Click on the Underworld name to see our brand new artist page for the band — and read on for news of a first-ever full live performance of the album, this coming weekend.

Arriving five years after ‘Change The Weather,’ the ‘Dubnobasswithmyheadman’ album of 1994 was Underworld’s third, but their first with Darren Emerson. It was the band’s UK album chart debut, peaking at No. 12 and setting the scene for the top ten breakthrough of ‘Second Toughest In The Infants’ in 1996. ‘Dubnobass’ went on to be named in Q magazine’s top 90 albums of the ‘90s.

Underworld will mark the new reissues by performing the album in full at a one-off show at the Royal Festival Hall in London this Saturday (October 11). This will be the first time ‘Dubnobasswithmyheadman’ has been played by the band in its entirety.

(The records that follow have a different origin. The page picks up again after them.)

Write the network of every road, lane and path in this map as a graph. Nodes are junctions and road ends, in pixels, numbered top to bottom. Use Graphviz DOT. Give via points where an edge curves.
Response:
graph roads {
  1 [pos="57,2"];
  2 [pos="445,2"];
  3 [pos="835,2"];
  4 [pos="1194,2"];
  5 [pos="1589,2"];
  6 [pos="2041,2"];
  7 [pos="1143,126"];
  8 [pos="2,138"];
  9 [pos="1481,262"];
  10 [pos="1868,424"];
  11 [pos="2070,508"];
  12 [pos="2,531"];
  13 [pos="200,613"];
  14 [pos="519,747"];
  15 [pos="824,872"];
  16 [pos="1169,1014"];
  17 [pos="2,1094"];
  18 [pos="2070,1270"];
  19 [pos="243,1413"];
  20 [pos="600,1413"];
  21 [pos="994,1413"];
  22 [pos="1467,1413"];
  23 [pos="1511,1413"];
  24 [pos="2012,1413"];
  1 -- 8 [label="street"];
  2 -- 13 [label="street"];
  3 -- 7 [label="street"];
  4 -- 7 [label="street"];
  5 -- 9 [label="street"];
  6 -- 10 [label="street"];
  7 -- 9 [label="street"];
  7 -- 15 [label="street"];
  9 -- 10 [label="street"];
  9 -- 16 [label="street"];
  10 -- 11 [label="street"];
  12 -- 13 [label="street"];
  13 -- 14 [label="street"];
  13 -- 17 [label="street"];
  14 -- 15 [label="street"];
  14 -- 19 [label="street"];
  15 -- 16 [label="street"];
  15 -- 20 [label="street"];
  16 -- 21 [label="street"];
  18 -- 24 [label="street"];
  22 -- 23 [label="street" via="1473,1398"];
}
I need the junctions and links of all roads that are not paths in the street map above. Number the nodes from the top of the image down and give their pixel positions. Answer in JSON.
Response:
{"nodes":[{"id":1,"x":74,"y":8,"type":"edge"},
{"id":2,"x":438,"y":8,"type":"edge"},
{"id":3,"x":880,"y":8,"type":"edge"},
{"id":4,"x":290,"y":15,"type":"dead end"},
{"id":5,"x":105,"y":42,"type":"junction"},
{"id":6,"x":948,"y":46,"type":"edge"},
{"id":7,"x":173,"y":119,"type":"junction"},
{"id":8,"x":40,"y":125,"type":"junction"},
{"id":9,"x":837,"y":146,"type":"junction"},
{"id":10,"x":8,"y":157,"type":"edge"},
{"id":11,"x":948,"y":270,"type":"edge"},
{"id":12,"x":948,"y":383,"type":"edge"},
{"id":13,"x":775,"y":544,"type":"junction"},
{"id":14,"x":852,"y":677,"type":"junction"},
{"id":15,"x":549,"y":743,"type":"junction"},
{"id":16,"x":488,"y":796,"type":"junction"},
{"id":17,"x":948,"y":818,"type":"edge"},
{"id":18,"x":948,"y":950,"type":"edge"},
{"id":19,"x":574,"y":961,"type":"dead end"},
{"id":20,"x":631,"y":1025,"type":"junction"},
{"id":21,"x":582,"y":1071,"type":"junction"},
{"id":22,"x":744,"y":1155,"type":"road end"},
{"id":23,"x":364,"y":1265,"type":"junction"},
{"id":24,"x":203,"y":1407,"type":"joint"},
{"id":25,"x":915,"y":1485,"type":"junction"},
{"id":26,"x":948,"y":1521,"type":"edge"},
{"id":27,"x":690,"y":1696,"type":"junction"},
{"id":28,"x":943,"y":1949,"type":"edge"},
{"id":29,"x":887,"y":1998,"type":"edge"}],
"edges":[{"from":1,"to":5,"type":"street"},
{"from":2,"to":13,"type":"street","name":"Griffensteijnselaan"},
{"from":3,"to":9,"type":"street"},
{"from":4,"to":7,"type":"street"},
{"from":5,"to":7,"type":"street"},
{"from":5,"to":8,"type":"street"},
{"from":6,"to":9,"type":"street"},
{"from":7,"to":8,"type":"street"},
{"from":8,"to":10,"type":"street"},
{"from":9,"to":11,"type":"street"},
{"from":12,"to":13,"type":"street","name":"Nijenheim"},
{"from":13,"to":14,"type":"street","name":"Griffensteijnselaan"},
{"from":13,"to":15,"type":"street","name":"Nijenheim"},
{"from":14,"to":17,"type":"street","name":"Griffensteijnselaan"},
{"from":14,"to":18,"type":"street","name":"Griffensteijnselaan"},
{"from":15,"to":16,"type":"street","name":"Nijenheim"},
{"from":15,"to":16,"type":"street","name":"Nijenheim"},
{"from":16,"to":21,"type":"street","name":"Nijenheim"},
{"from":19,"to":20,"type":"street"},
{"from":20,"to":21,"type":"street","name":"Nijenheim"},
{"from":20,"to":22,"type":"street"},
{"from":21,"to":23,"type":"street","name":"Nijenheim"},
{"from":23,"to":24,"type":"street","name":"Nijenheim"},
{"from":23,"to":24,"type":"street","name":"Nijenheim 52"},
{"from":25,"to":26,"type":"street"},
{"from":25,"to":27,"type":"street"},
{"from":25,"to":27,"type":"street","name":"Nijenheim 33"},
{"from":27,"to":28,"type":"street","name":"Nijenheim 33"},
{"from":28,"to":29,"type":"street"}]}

The album has now been lovingly remastered at Abbey Road by the band’s Rick Smith, and is re-presented in multiple formats, available for you to order here. A double vinyl edition spreads the record over four sides, while a Blu-ray audio release showcases it in its full sonic glory. The jewel in the crown is the Super Deluxe format, spread across no fewer than five CDs.

The first disc in this edition features the album as released in 1994, while the second anthologises Underworld’s singles from 1991 to ’94 in various mixes. The third disc comprises 1992-94 remixes, and the fourth contains ten previously unreleased ’91-’93 recordings, including early versions of tracks from the finished album such as ‘Spoonman’ and ‘Dirty Epic.’ Disc five, ‘Live Jam Kyme Road,’ is made up of a never before issued live rehearsal recorded in Underworld’s home studio in 1993.

20 years on, the compositional sophistication of ‘Dubnobasswithmyheadman’ still stands tall, on a record that showcases a band pursuing a level of experimentation well beyond their dancefloor appeal. Opening track ‘Dark & Long’ has subtle dance appeal, while ‘Mmm…Skyscraper I Love You’ is a fearless, 13-minute soundscape that combines Underworld’s pop, rock, dub, club and filmic sensibilities. Thus begins one of the best-sounding albums of the decade, and it’s little wonder that Melody Maker described it as “the most important album since ‘The Stone Roses’ and the best since ‘Screamadelica.’”

Underworld’s Karl Hyde told Record Collector in 2008 that “a lot of indie kids bought into” the album. “They said it was the first dance record they ever bought. We did live shows with Megadog, who were pioneers at putting on DJs and live bands. They dressed up the whole place with lights and performers.

“You’d play Brixton Academy and there would be two thousand people dancing, and another thousand in the middle looking worried. It’s a bit of an oil and water thing, these are the indie guys, and these are the dance guys. Over the years that broke down, but there was a definite period where the indie guys were looking at the dance guys, terrified.”